その引っ掛かりは二つ。一つ目は目的がわからないままに出発することへの不安。今までわからないまま旅を続けていたのだからおかしな話ではあるが、今そう思ってしまっているのだから仕方がない。
二つ目は――
「やっぱり私、皆さんに何かお返しがしたいんです」
旅の途中、ひとり言で「誰かと話がしたい」と呟いていたような私が、何人もの人に囲まれて人と話すことができた。戦争があったこと、自分の記憶のことも教えてもらった。
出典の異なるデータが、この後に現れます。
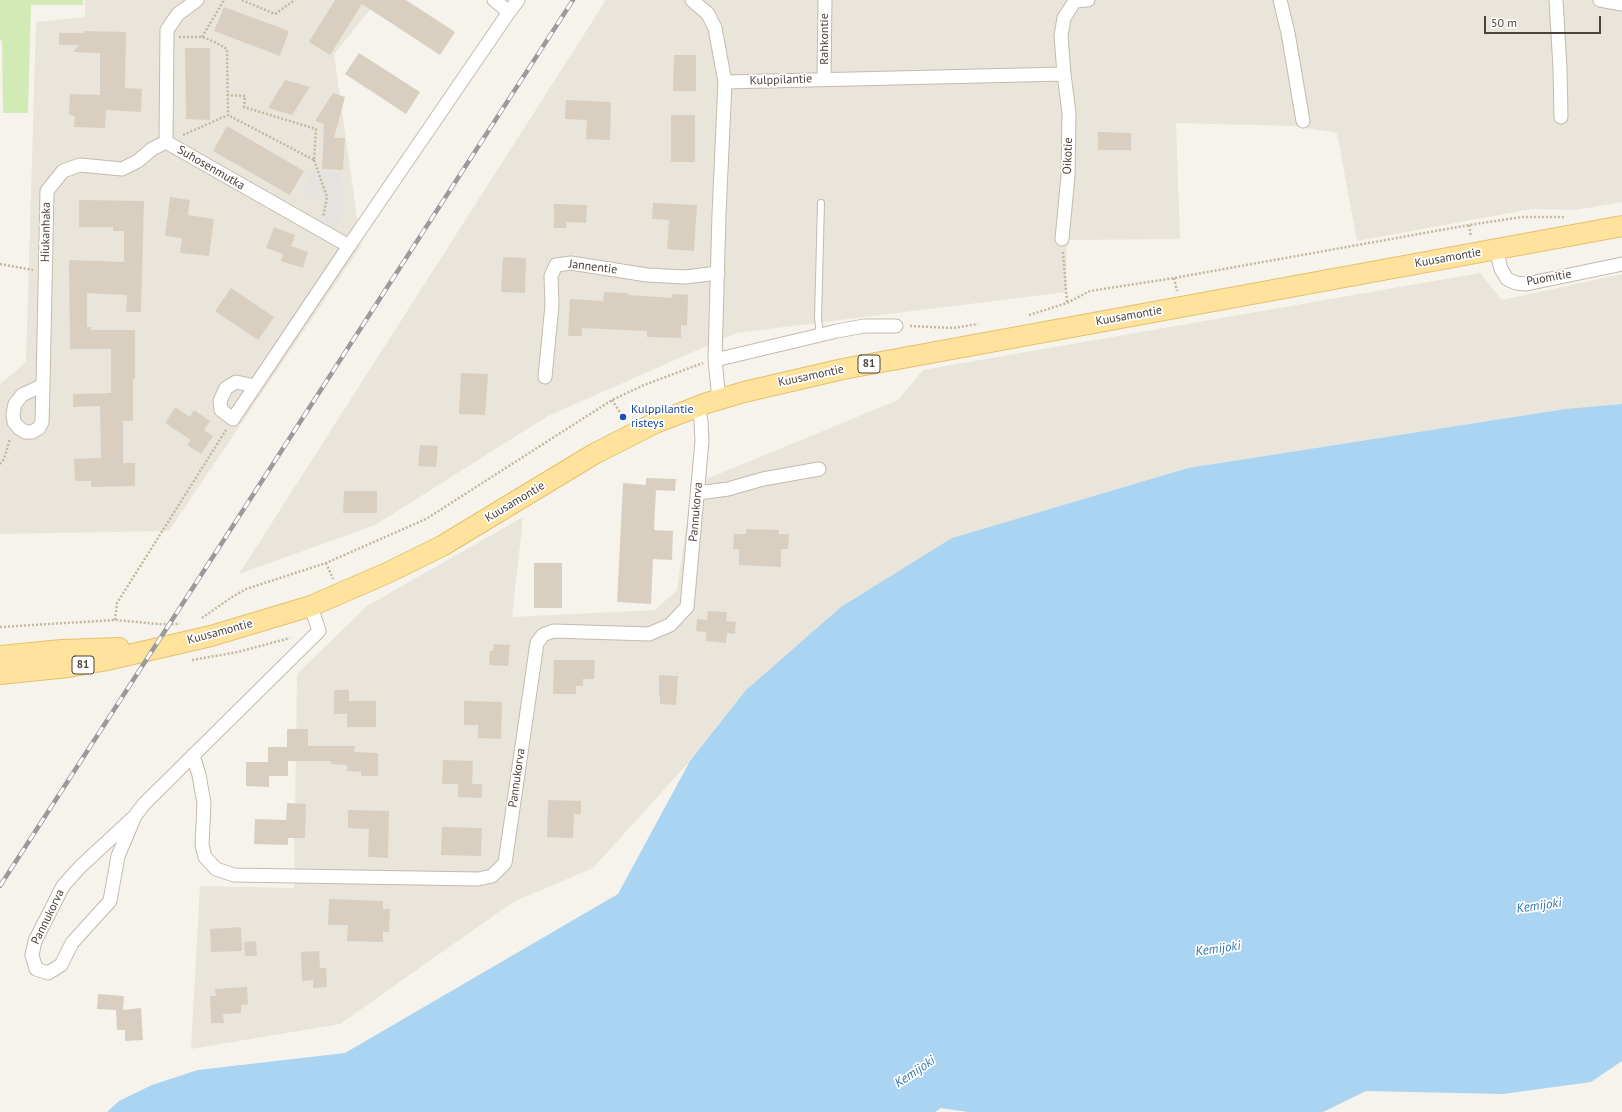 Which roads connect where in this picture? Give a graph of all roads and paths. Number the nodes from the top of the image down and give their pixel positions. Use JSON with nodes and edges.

アヤちゃんには私がおかしくなってしまったときに落ち着かせてもらったし、さらには『共感』まで教えてもらったのだ、何かお返ししなければ……
そこまで考えていた私はリンさんの大きな声で現実に引き戻された。
「ちょっとケイ! アンタがああやって意地悪く言うから、チホちゃん私たちのこと気にしてるじゃない!」
リンさんに叱られたケイさんがしょんぼりとしてしまったので私はあわてて訂正した。
「いやええと、さっきリンさんは他人のことは気にしなくていいって言ってましたけど、このお返しがしたいというのは私が『やりたい』からある気持ちです。私の勝手な気持ちなので、その、ケイさんのせいとかじゃないです」
「ありがとうチーちゃん、もうリンに叩かれなくて済むようわっ、言ったそばから叩かれた」
少しケイさんの頭が心配になったが(変な意味ではない)、今度こそ私ははっきりと自分の選択を表明した。
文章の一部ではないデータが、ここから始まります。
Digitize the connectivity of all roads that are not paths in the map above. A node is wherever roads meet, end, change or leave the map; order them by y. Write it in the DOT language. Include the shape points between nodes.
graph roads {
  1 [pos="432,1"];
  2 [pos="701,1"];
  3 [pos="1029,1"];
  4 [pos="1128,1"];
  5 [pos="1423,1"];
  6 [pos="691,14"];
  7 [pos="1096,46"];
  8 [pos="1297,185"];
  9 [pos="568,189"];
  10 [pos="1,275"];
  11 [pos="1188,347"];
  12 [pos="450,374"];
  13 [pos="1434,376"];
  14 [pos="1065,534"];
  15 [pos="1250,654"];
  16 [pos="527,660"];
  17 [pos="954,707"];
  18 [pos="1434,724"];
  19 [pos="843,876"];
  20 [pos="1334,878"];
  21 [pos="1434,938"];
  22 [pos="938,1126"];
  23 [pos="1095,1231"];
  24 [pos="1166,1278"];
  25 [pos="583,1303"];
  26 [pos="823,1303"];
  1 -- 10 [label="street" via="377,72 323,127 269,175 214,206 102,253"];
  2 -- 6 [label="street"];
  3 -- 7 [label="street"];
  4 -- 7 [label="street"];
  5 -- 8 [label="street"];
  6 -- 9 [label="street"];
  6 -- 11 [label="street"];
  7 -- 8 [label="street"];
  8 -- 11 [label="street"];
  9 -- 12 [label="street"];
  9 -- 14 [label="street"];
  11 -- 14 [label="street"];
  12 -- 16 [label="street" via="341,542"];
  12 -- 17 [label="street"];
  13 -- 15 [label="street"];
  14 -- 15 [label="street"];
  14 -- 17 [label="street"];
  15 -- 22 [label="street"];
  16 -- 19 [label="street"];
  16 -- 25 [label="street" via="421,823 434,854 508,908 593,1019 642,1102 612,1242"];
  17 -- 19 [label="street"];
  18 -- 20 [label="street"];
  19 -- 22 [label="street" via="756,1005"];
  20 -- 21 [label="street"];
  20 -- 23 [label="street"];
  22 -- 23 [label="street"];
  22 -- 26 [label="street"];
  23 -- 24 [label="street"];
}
「旅の目的も思い出したいですし、私の記憶もリンさんたちにもお渡しします。私にナイフ、刺してください」
あれ、なんだか変な宣言をしたみたいになったような。
*
「自己紹介にもあたふたしてたあのチホちゃんが、『お返しがしたい』なんて、成長したねー?」
「せ、成長ってそんな……」
リンさんはにやにやとしながらナイフを片手に部屋を出て行った。どうやら私の記憶を引き出すための準備をしに行くようだ。
「チーちゃん、これって結局は選択肢三の『無理やり思い出す』を選んだってこと?」
「ああ、最終的にはそういうことになりますね」
ケイさんに言われて気がついたが、その通りだ。まあ、きっとこれで旅の目的も思い出せるし、お返しもできるのならそれでいいか、という結論に落ち着いた。
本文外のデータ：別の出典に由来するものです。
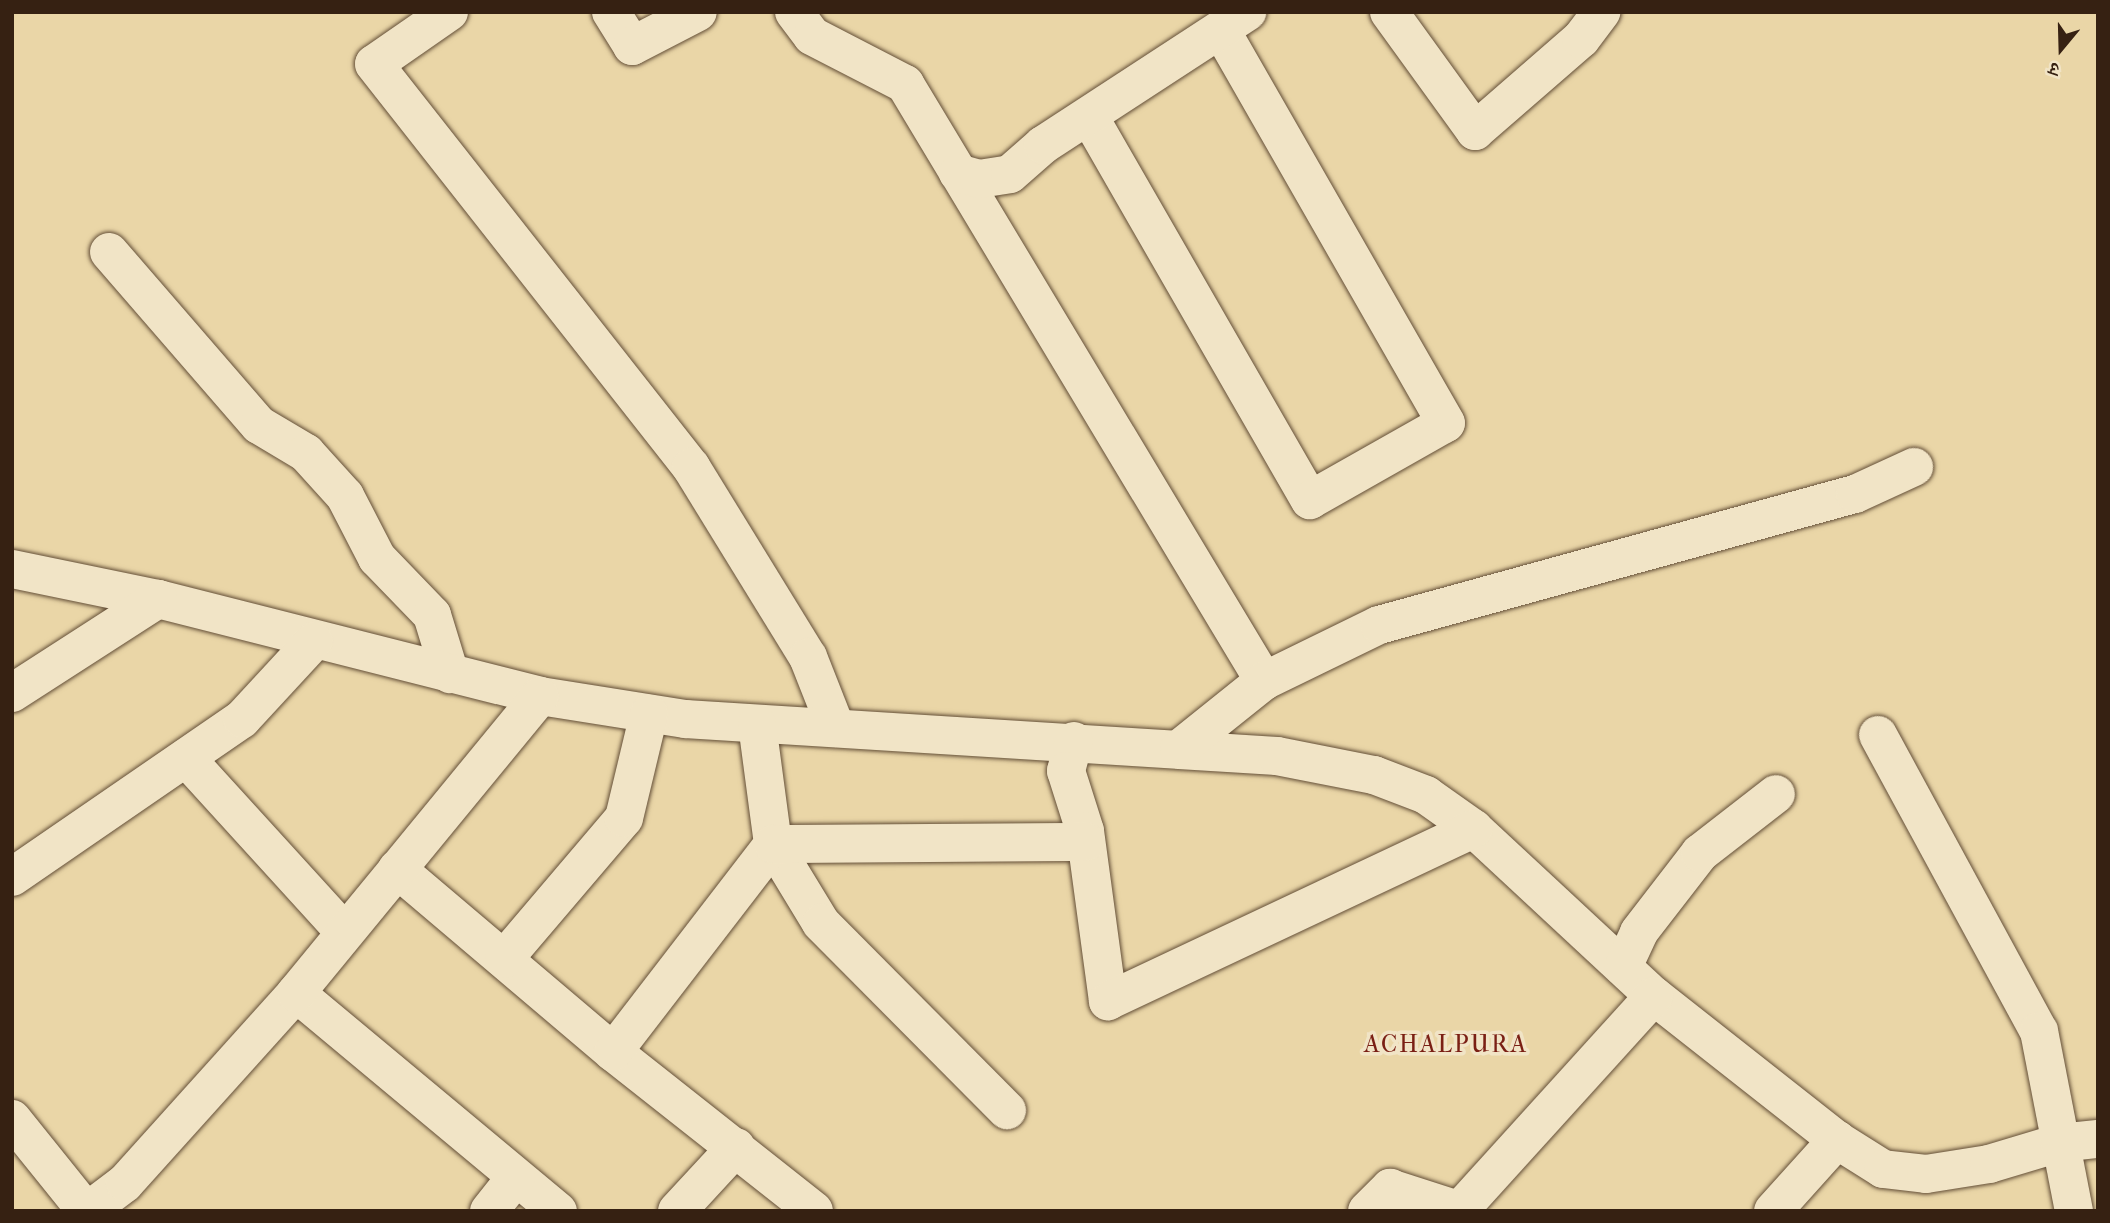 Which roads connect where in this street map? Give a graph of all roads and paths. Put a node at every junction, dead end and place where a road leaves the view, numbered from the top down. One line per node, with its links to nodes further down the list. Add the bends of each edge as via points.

「刺してくださいってなんか変な感じで言っちゃいましたけど、実際刃物を頭に刺すのってどんな感じなんですか……?」
経験者のケイさんに質問すると微妙な返事が返ってきた。
「なんかねー、すっごい気持ち悪いよ、うん」
ケイさんは歯切れ悪く、しかしシンプルに答えた。抽象的すぎるのでもっと具体的な情報が欲しいところだ。
「あの、気持ち悪いって……」
「前にも言ったけど、俺たち《ハーフ》は痛みをほぼ感じないんだよ。大方、戦闘中にいちいち怖い痛い言う子どもを戦争で戦わせるのが嫌だった大人が俺らの痛覚いじくったんだろうってとこだと思うけどさ。痛くないからこその違和感というか……」
神妙な面持ちでナイフの感覚を伝えるケイさん。なんとも言えないのであろうその感覚は想像することができず、私にとっては不安要素となる。
「うぅ、なんだか不安になってきた……」
「でもそんなに心配することはないよ。ちょっと手貸して?」
そう言ってケイさんは私の手を取った。手のひらを強めにちょんちょんと指先を突つかれる。
「これ、つんつんしてるのわかる?」
「はい、まあ普通に……」
「そそ、まさに普通の人間のように、普通に感じれてるんだってさ、リンいわく。でも」
ケイさんは次に私の腕をつついて見せた。すると……
「え、ケイさん、さっきと同じ強さで触ってます……?」
「ね? 優しく触られてるようにしか感じないでしょ?」
触っている強さそのものが異なっているように感じた。もはや触られてないも同然に感覚が薄い。これもまた、自分では気づかなかった、自分のことの一つとなった。
「なんかやろうと思えば痛みを完全に消すこともできるらしいよ。普通の人間でもアド……なんとかっていう分泌液? で痛みが軽減されたりするらしいから、それと同じなのかなぁ」
「……なんだかもう気持ち悪いです、自分が自分のことを知らなさ過ぎて」
気持ち悪くなるにはまだ早いと笑いながら突っ込まれたが、それでも自分のことが気味悪く思えた。おかしな記憶の失くし方、旅への異常な執着、自分に対する無知。気づこうと思えば気づけたこともあったはずなのに、なぜ……?
そんなことをぐるぐると考えていたら、廊下の向こうからリンさんの声が聞こえてきた。どうやら準備ができたらしい。私はケイさんの言っていた「気持ち悪」さや、自分の頭にナイフが刺さっていくところを想像してしまうのを頭を振って無理やりに止め、リンさんの声が聞こえてきた部屋に向かった。